Miller believes many value-based deals are falling apart due to nonadheren­ce. The administra­tive costs that come with adjudicati­ng these issues cancel out anticipate­d savings, he said.

So Express Scripts is staying away from outcomes-based deals and instead betting on its own ability to get patients to adhere. In deals like the one for Viekira Pak, it is giving its health plan clients full or partial refunds if a patient doesn’t fully adhere to their regimen, while getting lower prices from manufactur­ers in exchange for giving them preferred status in its formulary, Miller said.

The deals can give plans access to drugs they would otherwise be skeptical to pay for, Miller said. In the case of Iressa, a lung cancer drug made by Astra Zeneca, if a patient doesn’t stay on the drug for more than a month, for any reason, the drugmaker will refund the health plan 100% of what it paid for the drug. Like the Viekira-Pak deal, Express Scripts is again betting on its ability to ensure adherence through care coordinati­on.

Express Scripts expects to eventually offer several similar agreements for other drugs used to treat kidney cancer, prostate cancer and lung cancer, Miller said. Starting in January, it will offer a deal for anti-inflammato­ry drugs for rheumatoid arthritis—a major cost strain for payers—in

which the drugmaker will refund two-thirds of the drug costs if a patient doesn’t stay on the drug for three months. Another deal set to launch in March includes third-party retail pharmacies that have agreed to support an adherence program for Express Scripts patients for whom they fill prescripti­ons for an undisclose­d diabetes drug.

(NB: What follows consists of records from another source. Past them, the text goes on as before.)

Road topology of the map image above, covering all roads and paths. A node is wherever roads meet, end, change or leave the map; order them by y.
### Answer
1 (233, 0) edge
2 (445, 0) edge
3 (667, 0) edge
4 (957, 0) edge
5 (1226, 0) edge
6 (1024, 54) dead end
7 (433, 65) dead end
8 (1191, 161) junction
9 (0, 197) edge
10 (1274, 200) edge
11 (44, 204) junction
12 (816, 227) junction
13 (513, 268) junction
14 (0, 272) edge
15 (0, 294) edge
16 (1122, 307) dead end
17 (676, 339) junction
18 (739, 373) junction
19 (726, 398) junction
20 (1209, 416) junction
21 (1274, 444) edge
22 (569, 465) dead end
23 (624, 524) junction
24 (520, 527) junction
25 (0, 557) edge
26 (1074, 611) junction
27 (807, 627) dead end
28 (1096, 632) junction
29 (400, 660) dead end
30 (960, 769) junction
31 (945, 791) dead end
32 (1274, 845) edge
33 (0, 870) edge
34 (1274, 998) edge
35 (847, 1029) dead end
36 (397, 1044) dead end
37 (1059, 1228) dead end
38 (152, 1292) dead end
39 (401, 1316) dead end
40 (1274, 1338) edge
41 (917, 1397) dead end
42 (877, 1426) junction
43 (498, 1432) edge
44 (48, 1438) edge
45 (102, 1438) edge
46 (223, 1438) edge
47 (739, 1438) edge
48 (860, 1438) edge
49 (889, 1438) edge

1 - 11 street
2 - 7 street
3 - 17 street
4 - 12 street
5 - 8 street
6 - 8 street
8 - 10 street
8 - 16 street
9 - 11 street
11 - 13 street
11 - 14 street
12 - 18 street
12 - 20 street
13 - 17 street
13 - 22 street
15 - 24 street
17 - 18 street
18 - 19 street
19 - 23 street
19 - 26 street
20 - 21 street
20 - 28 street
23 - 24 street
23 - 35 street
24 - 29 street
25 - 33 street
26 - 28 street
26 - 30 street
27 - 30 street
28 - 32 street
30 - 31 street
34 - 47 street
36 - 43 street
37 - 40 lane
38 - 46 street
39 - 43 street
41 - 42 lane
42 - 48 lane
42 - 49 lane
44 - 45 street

In addition to being easier to execute, Express Scripts’ agreements also avoid the much-debated strategy of trying to determine the true value of a drug, Miller said. Instead, it simply offers attractive financial incentives for both parties.

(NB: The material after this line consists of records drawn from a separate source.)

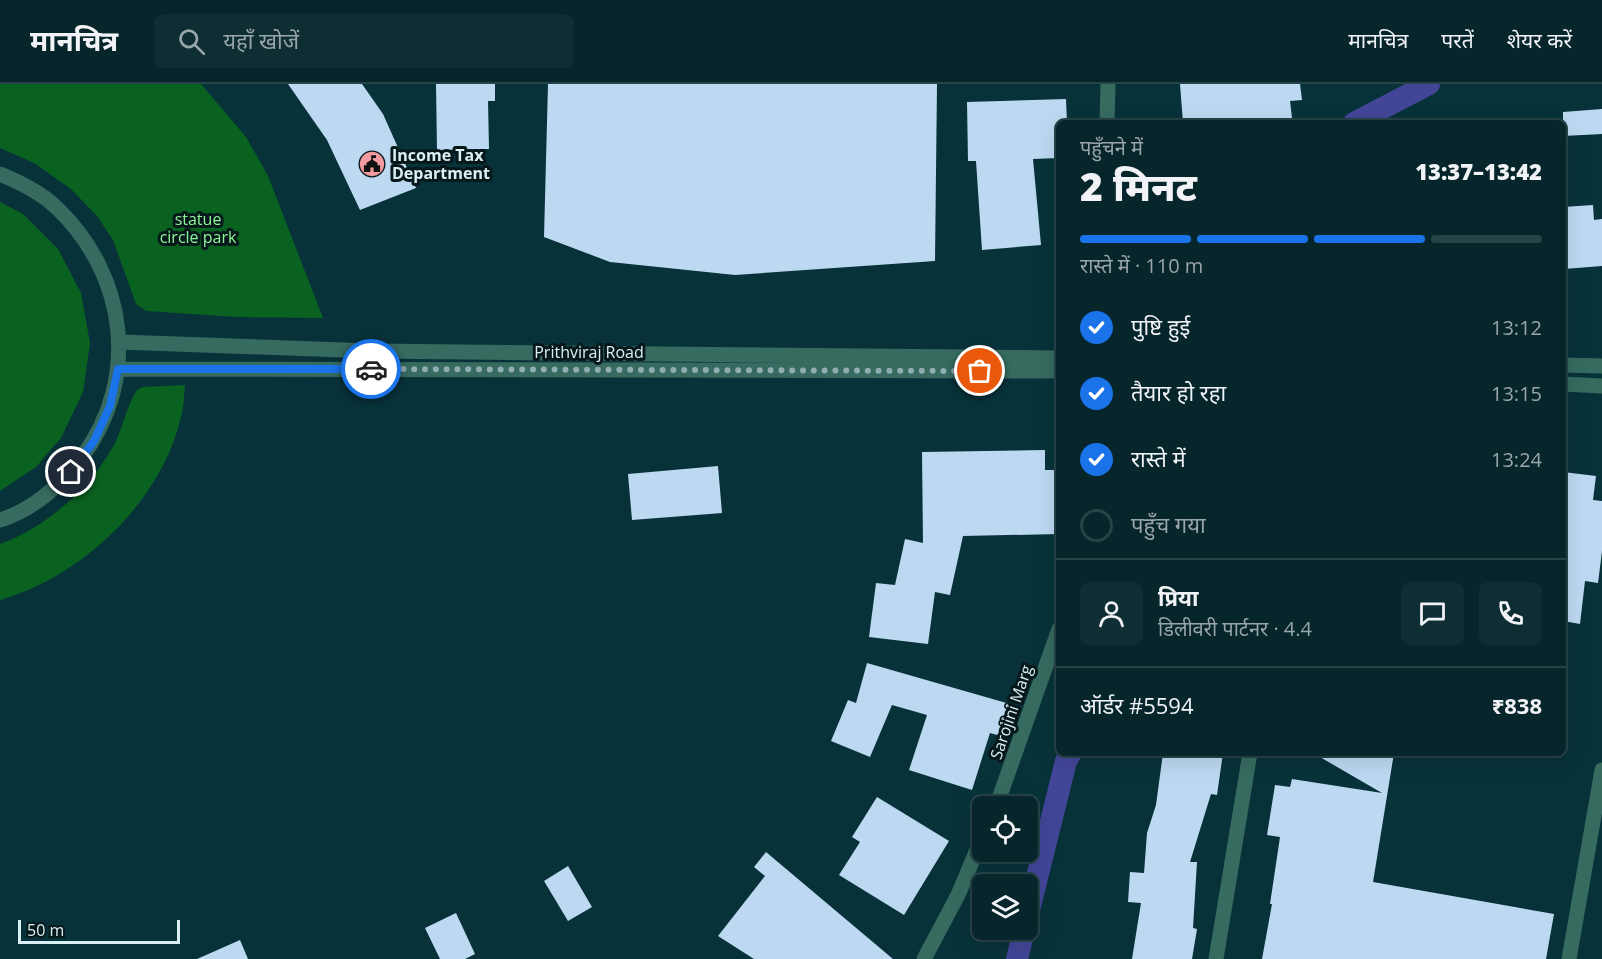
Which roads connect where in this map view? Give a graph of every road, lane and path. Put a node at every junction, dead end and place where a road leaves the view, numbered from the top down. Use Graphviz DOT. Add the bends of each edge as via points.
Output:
graph roads {
  1 [pos="1108,84"];
  2 [pos="1107,120"];
  3 [pos="0,174"];
  4 [pos="120,342"];
  5 [pos="1056,358"];
  6 [pos="1566,366"];
  7 [pos="1602,366"];
  8 [pos="118,369"];
  9 [pos="1056,371"];
  10 [pos="1566,384"];
  11 [pos="1602,386"];
  12 [pos="0,520"];
  13 [pos="1056,637"];
  14 [pos="1250,756"];
  15 [pos="1602,770"];
  16 [pos="1000,796"];
  17 [pos="972,862"];
  18 [pos="924,959"];
  19 [pos="1216,959"];
  20 [pos="1569,959"];
  1 -- 2 [label="street"];
  3 -- 4 [label="street" via="26,186 57,208 83,236 102,269 115,305"];
  4 -- 5 [label="street, Prithviraj Road" via="371,351"];
  4 -- 8 [label="street"];
  6 -- 7 [label="street"];
  8 -- 9 [label="street, Prithviraj Road"];
  8 -- 12 [label="street" via="110,406 94,441 71,472 43,498"];
  10 -- 11 [label="street"];
  13 -- 16 [label="street, Sarojini Marg"];
  14 -- 19 [label="street"];
  15 -- 20 [label="street"];
  17 -- 18 [label="street"];
}
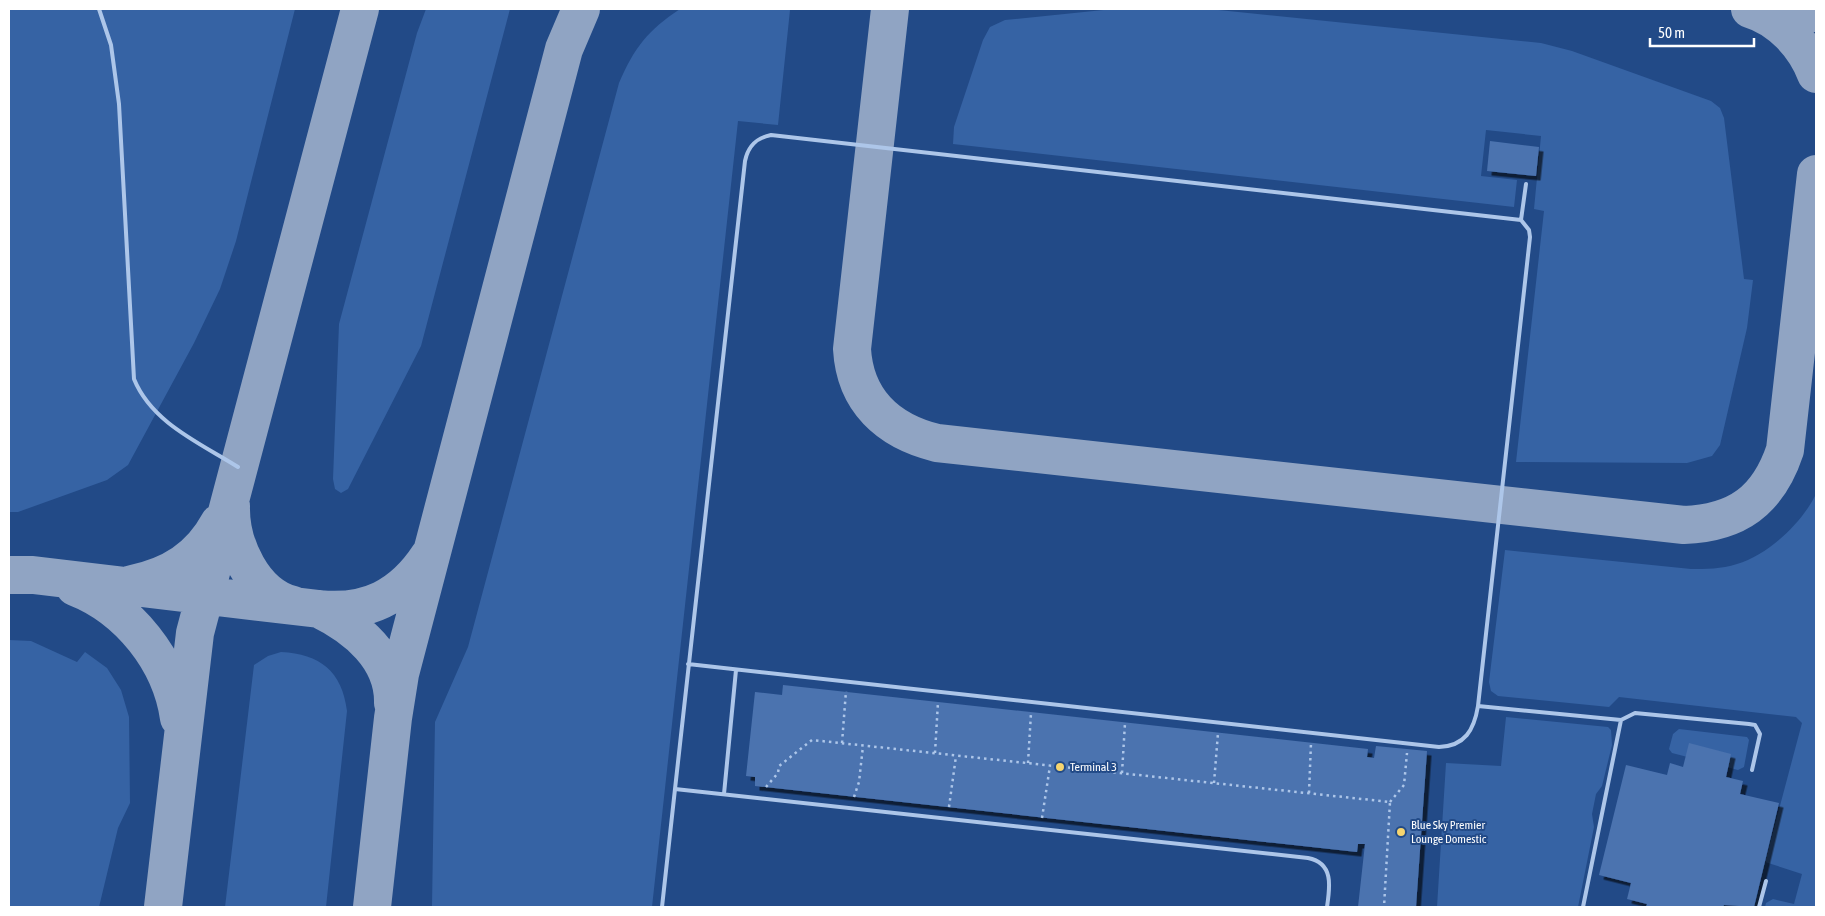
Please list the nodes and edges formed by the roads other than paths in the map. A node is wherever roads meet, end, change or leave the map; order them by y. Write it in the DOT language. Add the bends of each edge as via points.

“Unlike people who keep talking about what should the value of a drug be, this isn’t about trying to put a value to the cost of the drug,” Miller said. “

Where does this leave patients?

Although Express Scripts has been able to negotiate discounts, hesitance to substantia­lly lower drug prices is one of the biggest reasons why manufactur­ers are increasing­ly interested in engaging in outcome-based deals, said Dr. Mark Fendrick, director of the Center for Value-Based Insurance Design at the University of Michigan. In most of these deals, they don’t take a hit on price if the drug works as it should.

Device-makers similarly say that many payers want more data showing long-term effects. They are avoiding lowering prices by offering consulting that helps providers bring down the costs surroundin­g procedures. Like drugmakers, they’re not addressing the actual price of their products.

One issue that comes up is what happens to patients when a treatment doesn’t work as expected. Few if any deals offer any direct compensati­on for patients whose outcomes aren’t as promised; the deals are strictly to protect the fiduciary interests of shareholde­rs at payer organizati­ons. Payer executives say there simply isn’t a good mechanism in place for how patients would receive compensati­on.

From an ethical perspectiv­e, patients should get compensate­d when they don’t see results, said Dr. Michael Sherman, CMO of Harvard Pilgrim Health Care, which has a number of deals with Amgen, Eli Lilly & Co. and other drugmakers. But in a population-based model, that just isn’t practical.

“Operationa­lly, the manual process and effort to do that is so much that it would probably exceed any benefit in terms of value creation,” Sherman said. “In doing this, we reduce the overall spend on pharmaceut­icals and keep premiums affordable. Don’t just think of it as one drug.”

Both Sherman and Miller point out that patients are indirectly compensate­d because the deals help payers keep overall premium costs down. But Miller acknowledg­ed that most patients have a hard time conceptual­izing that benefit. However, patients are benefiting from better coverage and gaining a premium service through the care coordinati­on component of the deals, Miller said.

“We provide patients with more choice than they would have, and a higher quality of care then they would normally get,” Miller said.